La definizione delle violazioni formali fa cessare la materia del contendere

Di Alfio CISSELLO

In pendenza di lite su un atto irrogativo di sole sanzioni non collegate al tributo, il contribuente, alternativamente, può fruire della definizione delle liti pendenti (art. 6 del DL 119/2018) o della definizione delle violazioni formali (art. 9 del DL 119/2018).

Bisogna però effettuare calcoli di convenienza, in quanto tutte le liti (sempre che il ricorso sia stato notificato entro il 24 ottobre 2018) possono essere definite (al 40% o al 15%), mentre non tutte le violazioni possono essere definite ai sensi dell’art. 9 del DL 119/2018, pagando appena 200 euro.

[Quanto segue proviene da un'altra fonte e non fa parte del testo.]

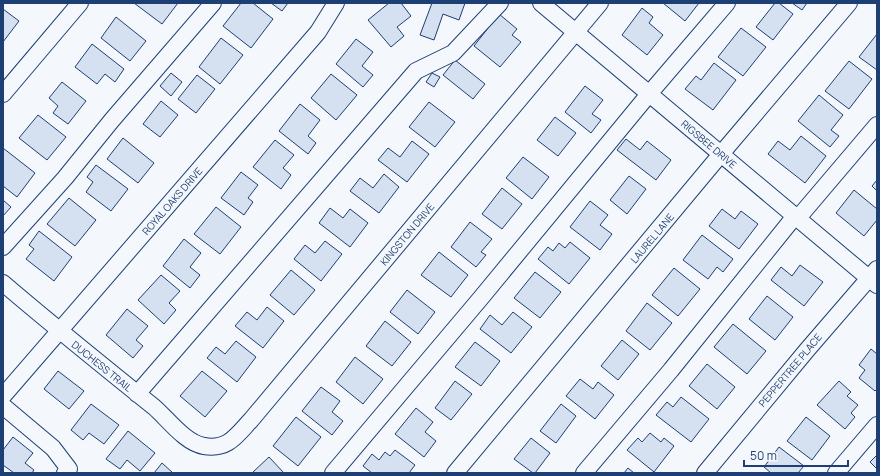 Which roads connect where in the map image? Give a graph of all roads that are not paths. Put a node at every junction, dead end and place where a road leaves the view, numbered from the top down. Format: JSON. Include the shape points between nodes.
{"nodes":[{"id":1,"x":80,"y":3,"type":"edge"},
{"id":2,"x":214,"y":3,"type":"edge"},
{"id":3,"x":336,"y":3,"type":"edge"},
{"id":4,"x":500,"y":3,"type":"edge"},
{"id":5,"x":541,"y":3,"type":"edge"},
{"id":6,"x":600,"y":3,"type":"edge"},
{"id":7,"x":727,"y":3,"type":"edge"},
{"id":8,"x":849,"y":3,"type":"edge"},
{"id":9,"x":576,"y":32,"type":"junction"},
{"id":10,"x":3,"y":94,"type":"edge"},
{"id":11,"x":650,"y":94,"type":"junction"},
{"id":12,"x":877,"y":125,"type":"edge"},
{"id":13,"x":721,"y":154,"type":"junction"},
{"id":14,"x":797,"y":217,"type":"junction"},
{"id":15,"x":3,"y":247,"type":"edge"},
{"id":16,"x":874,"y":277,"type":"edge"},
{"id":17,"x":3,"y":283,"type":"edge"},
{"id":18,"x":59,"y":331,"type":"junction"},
{"id":19,"x":137,"y":394,"type":"junction"},
{"id":20,"x":3,"y":396,"type":"edge"},
{"id":21,"x":3,"y":406,"type":"edge"},
{"id":22,"x":877,"y":425,"type":"edge"},
{"id":23,"x":202,"y":446,"type":"joint"},
{"id":24,"x":70,"y":472,"type":"edge"},
{"id":25,"x":333,"y":473,"type":"edge"},
{"id":26,"x":455,"y":473,"type":"edge"},
{"id":27,"x":584,"y":473,"type":"edge"},
{"id":28,"x":705,"y":473,"type":"edge"},
{"id":29,"x":836,"y":473,"type":"edge"}],
"edges":[{"from":1,"to":10,"type":"street"},
{"from":2,"to":15,"type":"street"},
{"from":3,"to":18,"type":"street","name":"ROYAL OAKS DRIVE","via":[[318,32]]},
{"from":4,"to":19,"type":"street","via":[[453,53],[416,72]]},
{"from":5,"to":9,"type":"street","name":"RIGSBEE DRIVE"},
{"from":6,"to":9,"type":"street","name":"KINGSTON DRIVE"},
{"from":7,"to":11,"type":"street"},
{"from":8,"to":13,"type":"street","name":"LAUREL LANE"},
{"from":9,"to":11,"type":"street","name":"RIGSBEE DRIVE"},
{"from":9,"to":23,"type":"street","name":"KINGSTON DRIVE","via":[[233,440],[217,447]]},
{"from":11,"to":13,"type":"street","name":"RIGSBEE DRIVE"},
{"from":11,"to":25,"type":"street"},
{"from":12,"to":14,"type":"street"},
{"from":13,"to":14,"type":"street","name":"RIGSBEE DRIVE"},
{"from":13,"to":26,"type":"street","name":"LAUREL LANE"},
{"from":14,"to":16,"type":"street","name":"RIGSBEE DRIVE"},
{"from":14,"to":27,"type":"street"},
{"from":16,"to":28,"type":"street","name":"PEPPERTREE PLACE","via":[[807,350]]},
{"from":17,"to":18,"type":"street","name":"DUCHESS TRAIL"},
{"from":18,"to":19,"type":"street","name":"DUCHESS TRAIL"},
{"from":18,"to":20,"type":"street","name":"ROYAL OAKS DRIVE"},
{"from":19,"to":23,"type":"street","name":"DUCHESS TRAIL","via":[[183,435]]},
{"from":21,"to":24,"type":"street","via":[[53,448]]},
{"from":22,"to":29,"type":"street"}]} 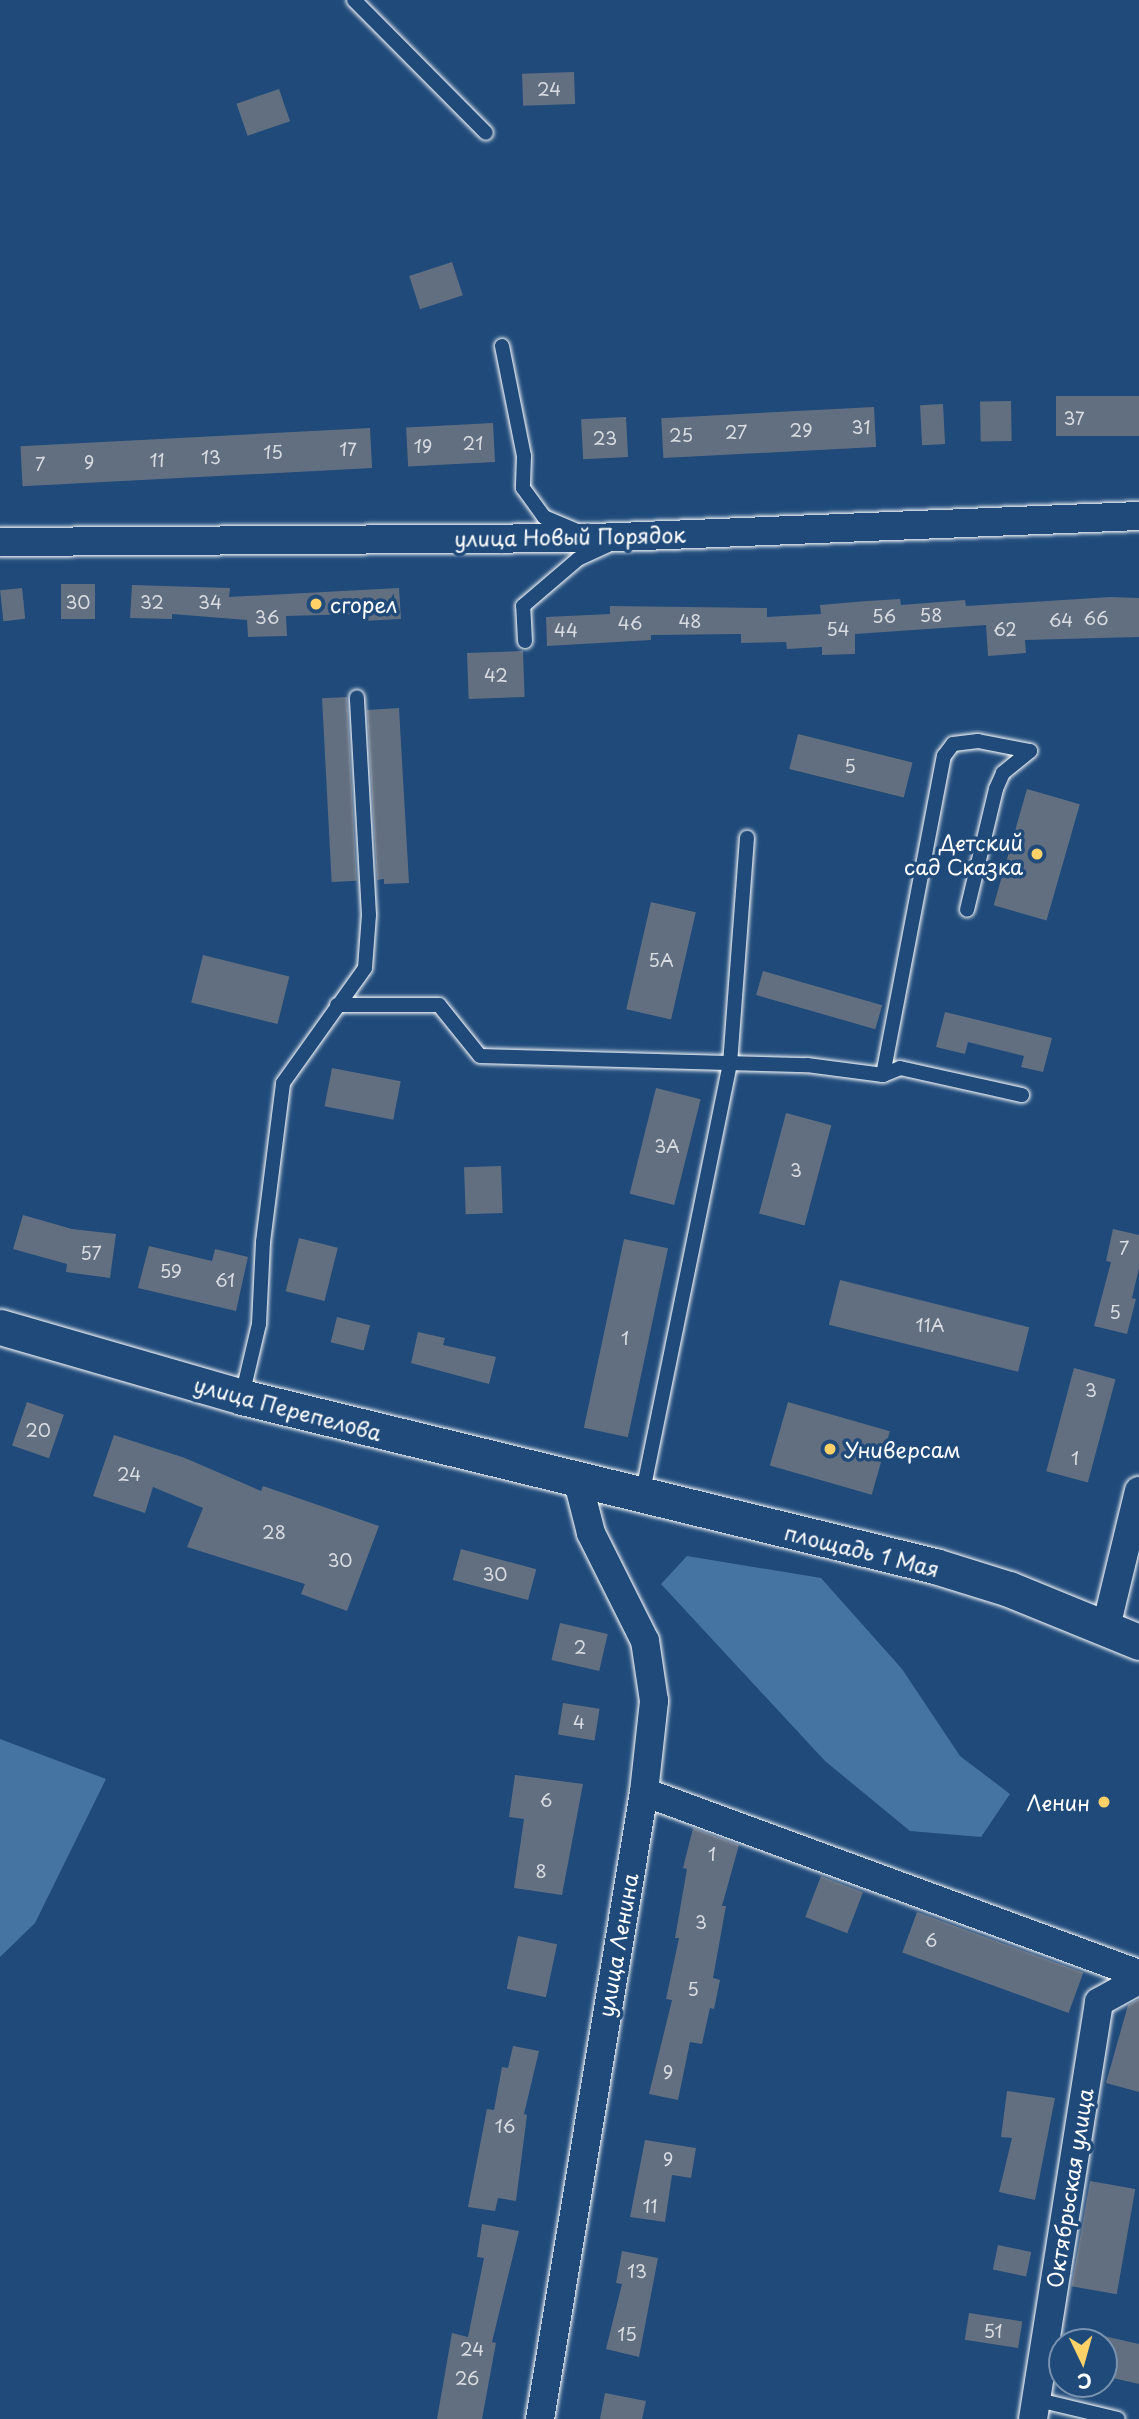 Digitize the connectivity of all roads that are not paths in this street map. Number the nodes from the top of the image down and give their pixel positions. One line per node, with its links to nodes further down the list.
1 (354, 0): 2 (lane)
2 (486, 133)
3 (502, 346): 6 (lane)
4 (1139, 516): 5 (street, улица Новый Порядок)
5 (661, 535): 6 (street, улица Новый Порядок); 8 (lane)
6 (594, 538): 7 (street, улица Новый Порядок)
7 (0, 542)
8 (525, 641)
9 (357, 697): 12 (lane)
10 (747, 838): 13 (lane)
11 (967, 910): 14 (lane)
12 (337, 1005): 13 (lane); 17 (lane)
13 (730, 1064): 14 (lane); 20 (lane)
14 (883, 1076): 15 (lane)
15 (1022, 1095)
16 (0, 1327): 17 (street, улица Перепелова)
17 (242, 1397): 18 (street, улица Перепелова)
18 (578, 1482): 20 (street, площадь 1 Мая); 23 (street, улица Ленина)
19 (1139, 1491): 21 (street)
20 (641, 1497): 21 (street, площадь 1 Мая)
21 (1106, 1628): 22 (street, площадь 1 Мая)
22 (1139, 1642)
23 (644, 1792): 24 (street); 26 (street, улица Ленина)
24 (1139, 1977): 25 (street, Октябрьская улица)
25 (1033, 2409): 27 (lane)
26 (540, 2419)
27 (1118, 2419)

Prendiamo l’esempio dell’omessa regolarizzazione del cessionario ex art. 6 comma 8 del DLgs. 471/97, contestata in via separata ai sensi dell’art. 16 del DLgs. 472/97 (se fosse contestata unitamente all’accertamento, in caso di definizione della lite verrebbe di diritto stralciata).
Non vi è dubbio che la lite sia definibile, mentre per l’Agenzia delle Entrate (circolare 15 maggio 2019 n. 11) non può essere regolarizzata applicando l’art. 9.

Il contribuente è quindi davanti a un bivio: o definisce ai sensi dell’art. 6, pagando, a seconda dei casi, il 15% o il 40%, o paga i 200 euro e rimuove la violazione (e in questo caso emerge anche il problema di come rimuoverla) ma, nel contempo, si prepara a continuare nel contenzioso in quanto l’Erario non riterrà valida la definizione.
Pertanto, sarà il giudice a decidere se la definizione può ritenersi valida o meno. In caso di responso negativo, procederà a esaminare il merito.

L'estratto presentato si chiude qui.